When my daughter was researching potential college scholarships, she came across an essay contest asking applicants to describe their experiences with diversity.  I told her I thought she should just send in a picture of our family gathered together around the Thanksgiving table. Feasting with others who represent a beautiful tapestry of tribes, languages, and tongues is what diversity looks like in our family. In other words, our experience with diversity feels like a foretaste of heaven.

Linking with Dena Dyer @ Mother Inferior and the good folks at The High Calling in a community writing project, telling stories about crossing cultures.

14 comments:

happygirl said...

What a beautiful story of a beautiful family and a tradition of acceptance. I love stories like this. I hope the colleges chosen by your children were a good experience for them.

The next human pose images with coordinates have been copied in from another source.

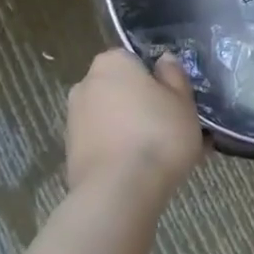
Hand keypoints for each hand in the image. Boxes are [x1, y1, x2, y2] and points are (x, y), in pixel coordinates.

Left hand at [66, 50, 206, 204]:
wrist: (118, 193)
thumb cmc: (157, 135)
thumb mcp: (182, 101)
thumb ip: (174, 76)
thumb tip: (164, 60)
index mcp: (112, 63)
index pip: (135, 60)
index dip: (156, 79)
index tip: (174, 100)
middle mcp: (85, 84)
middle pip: (121, 89)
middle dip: (142, 105)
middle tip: (171, 127)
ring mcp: (74, 120)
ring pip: (113, 119)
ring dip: (132, 130)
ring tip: (162, 156)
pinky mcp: (71, 154)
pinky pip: (104, 144)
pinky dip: (120, 152)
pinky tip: (143, 172)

Shaunie @ Up the Sunbeam said...

I can so relate to this Nancy, maybe for slightly different reasons and through different circumstances, but in the sense of uniting races and cultures in one family, I get this!! It IS a foretaste of heaven that makes me look forward with great anticipation!!

Ann Kroeker said...

Thank you for introducing us to your immediate and extended family, so full of life! You've got all kinds of stories wrapped up in one amazing post. I am so glad you linked up with the THC.org Community Writing Project--your story this is a warm celebration of love!

Laura said...

Nancy, once again, your storytelling just draws me in. What a beautiful family you must have. Your description does sound like heaven--the rainbow of colors around the throne. What a lovely, lovely glimpse of that you give us here. (Of course, I'm still chuckling at the statement about you growing taller.) I love how you see your family through your heart-lens. I think you see others that way as well. Such a wonderful gift.

a joyful noise said...

I like your suggestion for your daughter to send in a photo along with her scholarship application. A picture is sometimes better than 1000 words. We did not have a mix of nationalities in our family, but our foster daughter was often told, "you look just like your mother." I believe it was the glory of Jesus that they saw, not knowing that we were not otherwise related.

amy said...

oh how i love this. i just love to learn more and more about you nancy. about your family. i know i have told you this before but... you bless me. :)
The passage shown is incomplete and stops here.